On June 27th Meno Parkas Gallery (Rotušės sq. 27, Kaunas) has opened the exhibition The bugaboo by Domas Mykolas Malinauskas.

We live in a time when part of our imagination has already been handed over to technology – it responds to our desires with images and sounds. Everyday life feels as if it’s been traded for quick choices and strange, increasingly inhuman beings. We press time as if there were still something left to squeeze from it.

I grew up in a culture where imagination played a vital role in shaping my world and that of those around me. Today, I can observe it from a distance or try to explore it anew. It feels like a hunt for symbols – like a pheasant released into a field and immediately pursued. The objects in the exhibition are an attempt to breathe life into these symbols, to turn them into enchanting creatures whose survival I increasingly doubt.
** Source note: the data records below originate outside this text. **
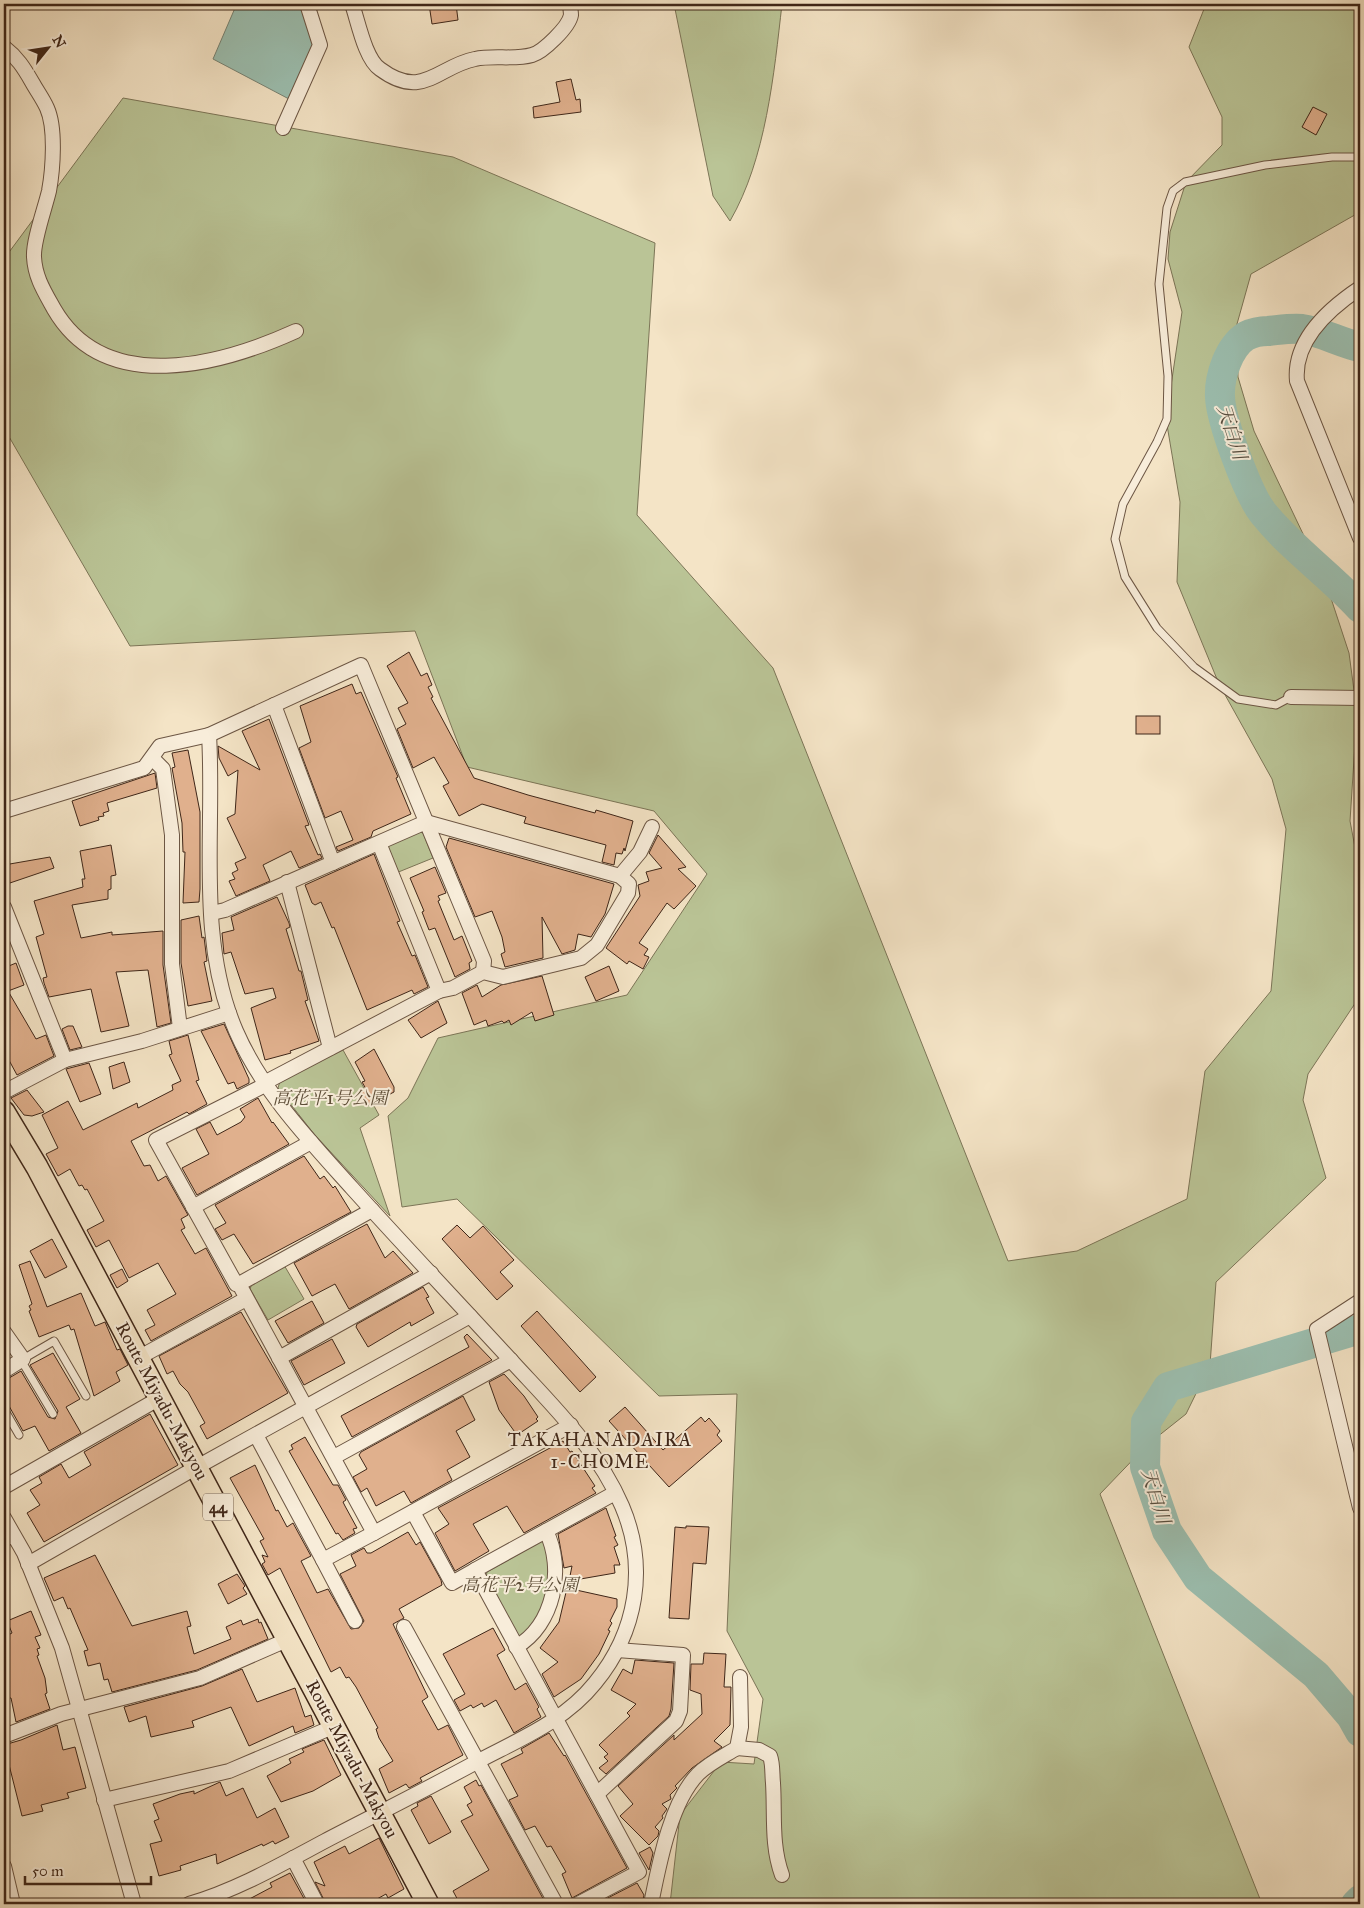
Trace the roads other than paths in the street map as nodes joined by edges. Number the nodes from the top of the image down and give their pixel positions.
1 (307, 4) edge
2 (352, 4) edge
3 (570, 4) edge
4 (4, 47) edge
5 (283, 128) dead end
6 (1360, 157) edge
7 (1360, 288) edge
8 (296, 331) dead end
9 (1360, 538) edge
10 (1291, 697) joint
11 (1360, 698) edge
12 (274, 705) junction
13 (209, 735) junction
14 (152, 758) junction
15 (4, 811) edge
16 (426, 822) junction
17 (652, 827) dead end
18 (379, 843) junction
19 (333, 863) junction
20 (620, 876) junction
21 (287, 882) junction
22 (4, 907) edge
23 (212, 913) junction
24 (483, 972) junction
25 (438, 991) junction
26 (229, 1013) junction
27 (180, 1028) junction
28 (330, 1048) junction
29 (65, 1060) junction
30 (264, 1084) junction
31 (4, 1092) edge
32 (4, 1112) edge
33 (311, 1142) junction
34 (193, 1207) junction
35 (372, 1210) junction
36 (431, 1272) junction
37 (239, 1284) junction
38 (246, 1299) junction
39 (1360, 1301) edge
40 (470, 1316) junction
41 (4, 1332) edge
42 (138, 1358) junction
43 (279, 1358) junction
44 (22, 1359) junction
45 (511, 1360) junction
46 (4, 1371) edge
47 (86, 1396) dead end
48 (160, 1398) junction
49 (307, 1408) junction
50 (4, 1409) edge
51 (53, 1414) dead end
52 (571, 1425) junction
53 (19, 1435) dead end
54 (256, 1435) junction
55 (334, 1457) junction
56 (197, 1467) junction
57 (1357, 1480) edge
58 (4, 1488) edge
59 (615, 1493) junction
60 (1360, 1508) edge
61 (413, 1512) junction
62 (4, 1518) edge
63 (546, 1531) junction
64 (374, 1533) junction
65 (10, 1540) edge
66 (323, 1560) junction
67 (28, 1564) junction
68 (475, 1570) junction
69 (355, 1621) dead end
70 (404, 1627) dead end
71 (289, 1639) junction
72 (516, 1647) junction
73 (617, 1650) junction
74 (740, 1677) dead end
75 (78, 1709) junction
76 (555, 1720) junction
77 (335, 1726) junction
78 (4, 1736) edge
79 (737, 1748) junction
80 (478, 1761) junction
81 (597, 1794) junction
82 (104, 1800) junction
83 (381, 1812) junction
84 (293, 1858) junction
85 (4, 1866) edge
86 (782, 1875) dead end
87 (13, 1904) edge
88 (134, 1904) edge
89 (189, 1904) edge
90 (317, 1904) edge
91 (428, 1904) edge
92 (556, 1904) edge
93 (578, 1904) edge
94 (651, 1904) edge

1 - 5 street
2 - 3 street
4 - 8 street
6 - 10 lane
7 - 9 street
10 - 11 street
12 - 13 street
12 - 16 street
12 - 19 street
13 - 14 street
13 - 23 street
14 - 15 street
14 - 27 street
16 - 18 street
16 - 20 street
16 - 24 street
17 - 20 street
18 - 19 street
18 - 25 street
19 - 21 street
20 - 24 street
21 - 23 street
21 - 28 street
22 - 29 street
23 - 26 street
24 - 25 street
25 - 28 street
26 - 27 street
26 - 30 street
27 - 29 street
28 - 30 street
29 - 31 street
30 - 33 street
30 - 34 street
32 - 42 main road, Route Miyadu-Makyou / 44
33 - 34 street
33 - 35 street
34 - 37 street
35 - 36 street
35 - 37 street
36 - 40 street
36 - 43 street
37 - 38 street
38 - 42 street
38 - 43 street
39 - 57 street
40 - 45 street
40 - 49 street
41 - 44 street
42 - 48 main road, Route Miyadu-Makyou / 44
43 - 49 street
44 - 46 street
44 - 47 lane
44 - 51 lane
45 - 52 street
45 - 55 street
48 - 56 main road, Route Miyadu-Makyou / 44
48 - 58 street
49 - 54 street
49 - 55 street
50 - 53 lane
52 - 59 street
52 - 61 street
54 - 56 street
54 - 66 street
55 - 64 street
56 - 67 street
56 - 71 main road, Route Miyadu-Makyou / 44
57 - 60 street
59 - 63 street
59 - 73 street
61 - 64 street
61 - 68 street
62 - 65 street
63 - 68 street
63 - 72 street
64 - 66 street
65 - 67 street
66 - 69 street
67 - 75 street
68 - 72 street
70 - 80 street
71 - 75 street
71 - 77 main road, Route Miyadu-Makyou / 44
72 - 76 street
73 - 76 street
73 - 81 street
74 - 79 street
75 - 78 street
75 - 82 street
76 - 80 street
76 - 81 street
77 - 82 street
77 - 83 main road, Route Miyadu-Makyou / 44
79 - 86 street
79 - 94 street
80 - 83 street
80 - 92 street
81 - 93 street
82 - 88 street
83 - 84 street
83 - 91 main road, Route Miyadu-Makyou / 44
84 - 89 street
84 - 90 street
85 - 87 street

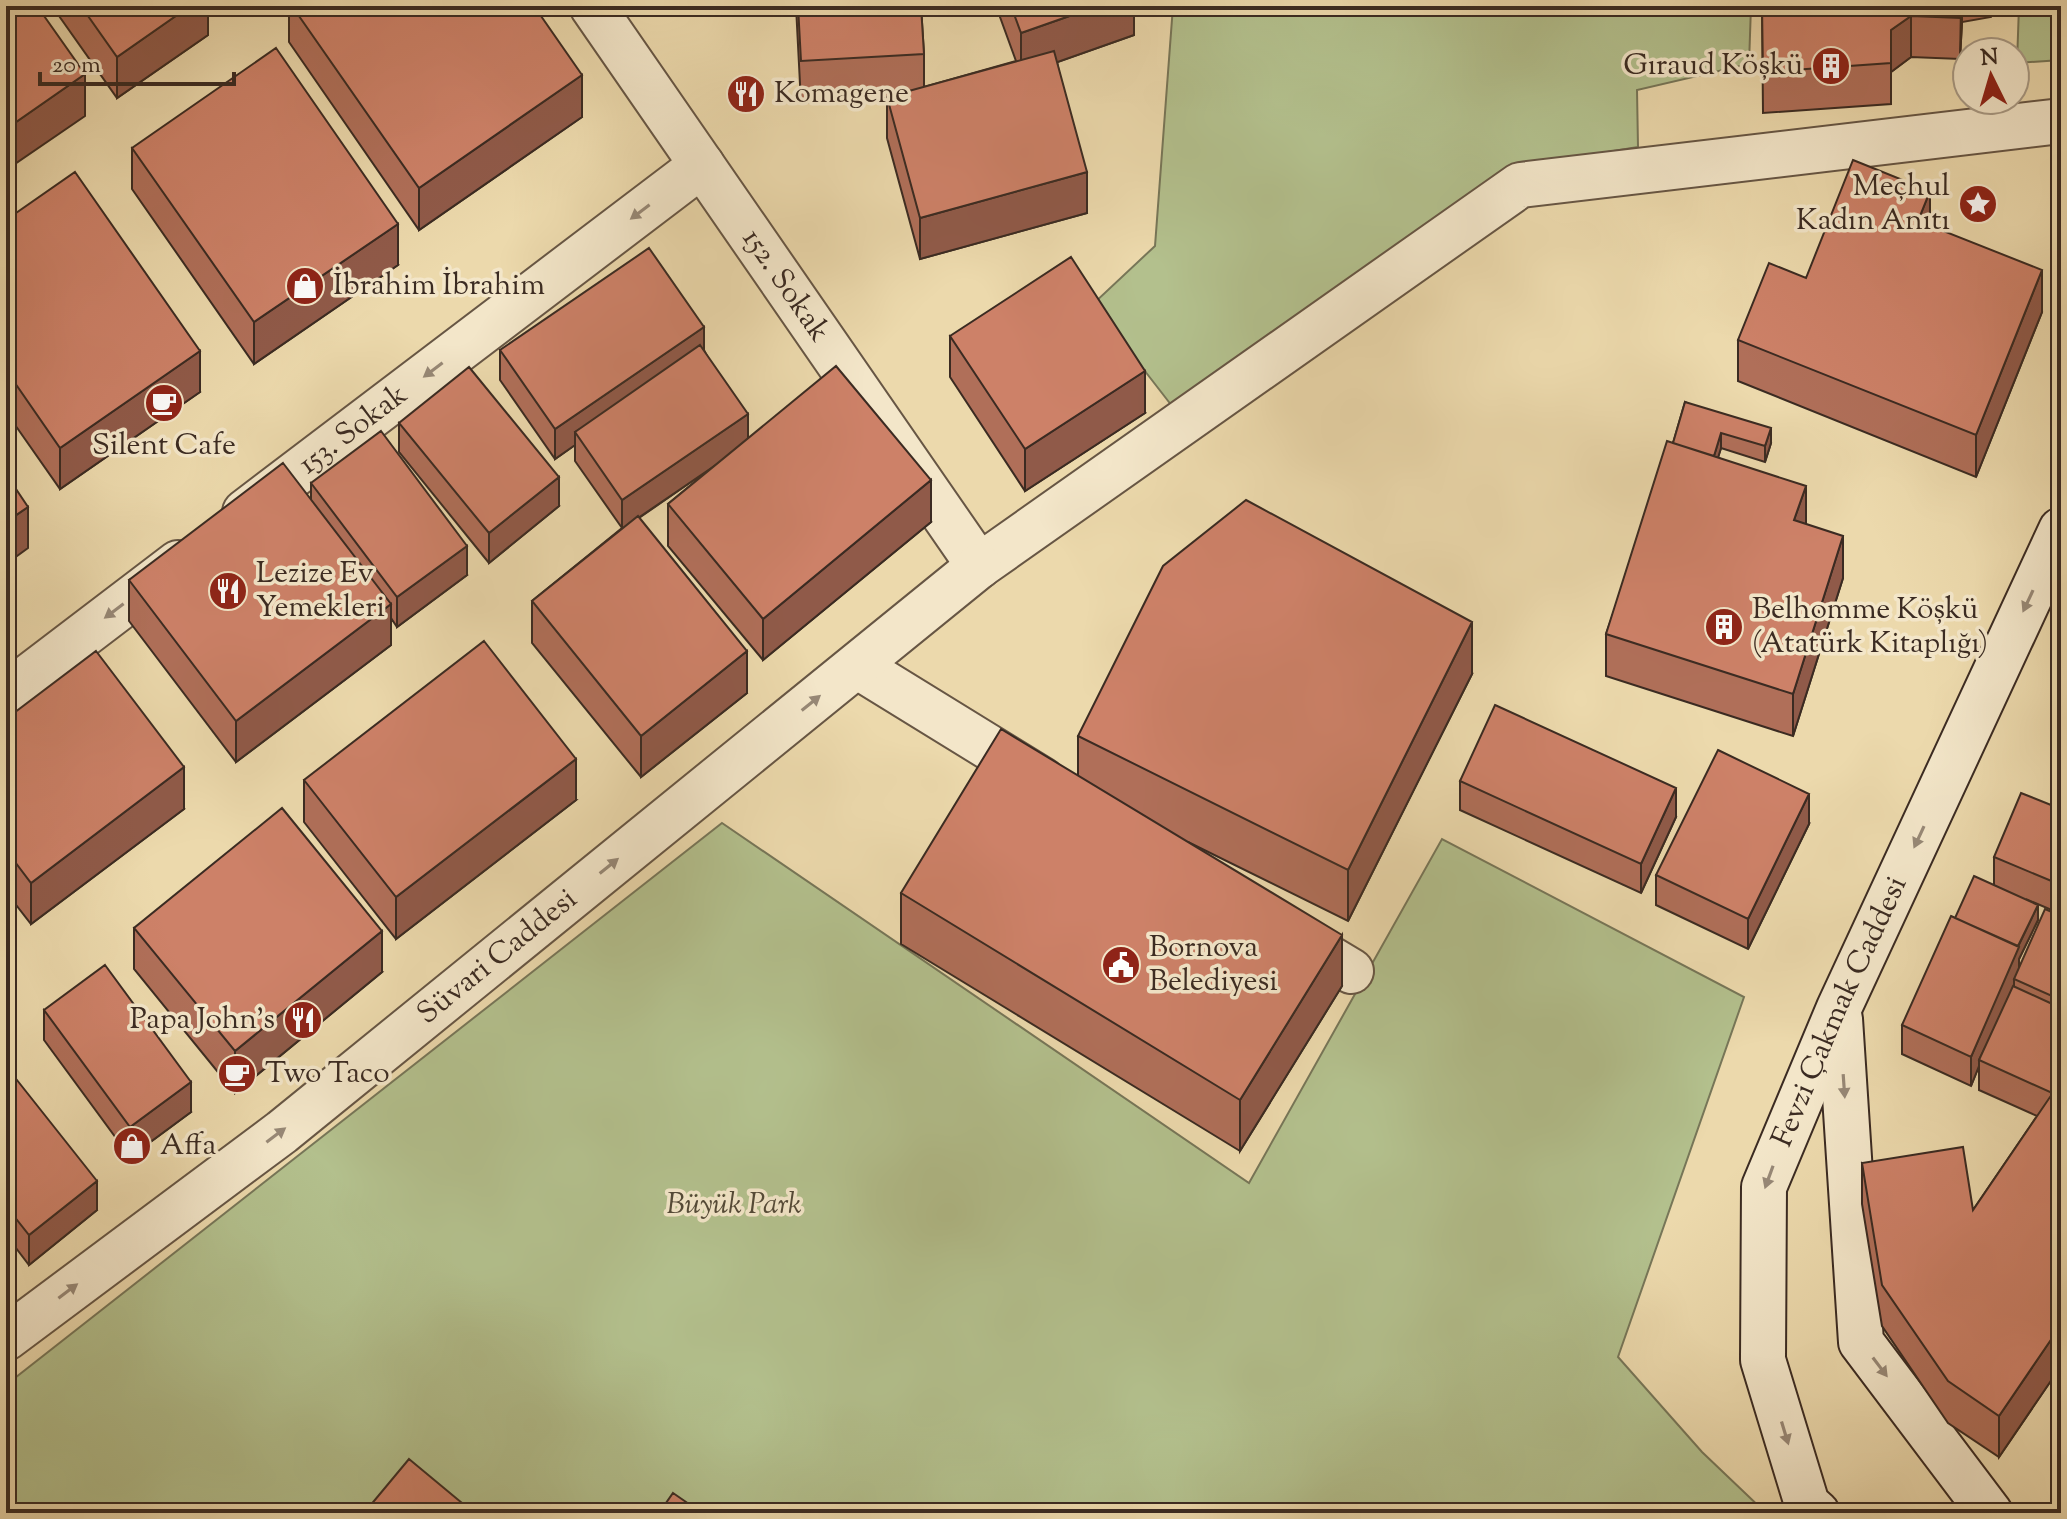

These works were born out of anxiety over an uncertain present – out of not knowing, of aging, of the backdrop of the sixth mass extinction. They seek to reveal how contemporary fears shape our thinking, and how imagination becomes a way to cope with those fears. This is a sculpture exhibition about the signs I encounter daily in my environment: from a run-over frog to trophies or a tongue used as a weapon. The objects are fragments of reality that acquire symbolic meaning. But that’s only the surface. The real “bogeyman” hides in the shadows. The objects here are like transformed Monopoly figurines. Through them, I try to find where anxiety meets free imagination – and where a fairytale is born.

Today, in a time of biodiversity crisis, many are trying to find ways to navigate fear and anxiety. Perhaps the ability to imagine different realities, worldviews, and life forms is what might save us. As Ursula K. Le Guin wrote, paraphrasing Tolkien: “Fantasy is escapist, and that is its glory. If a soldier is imprisoned, would we not consider it his duty to escape?”.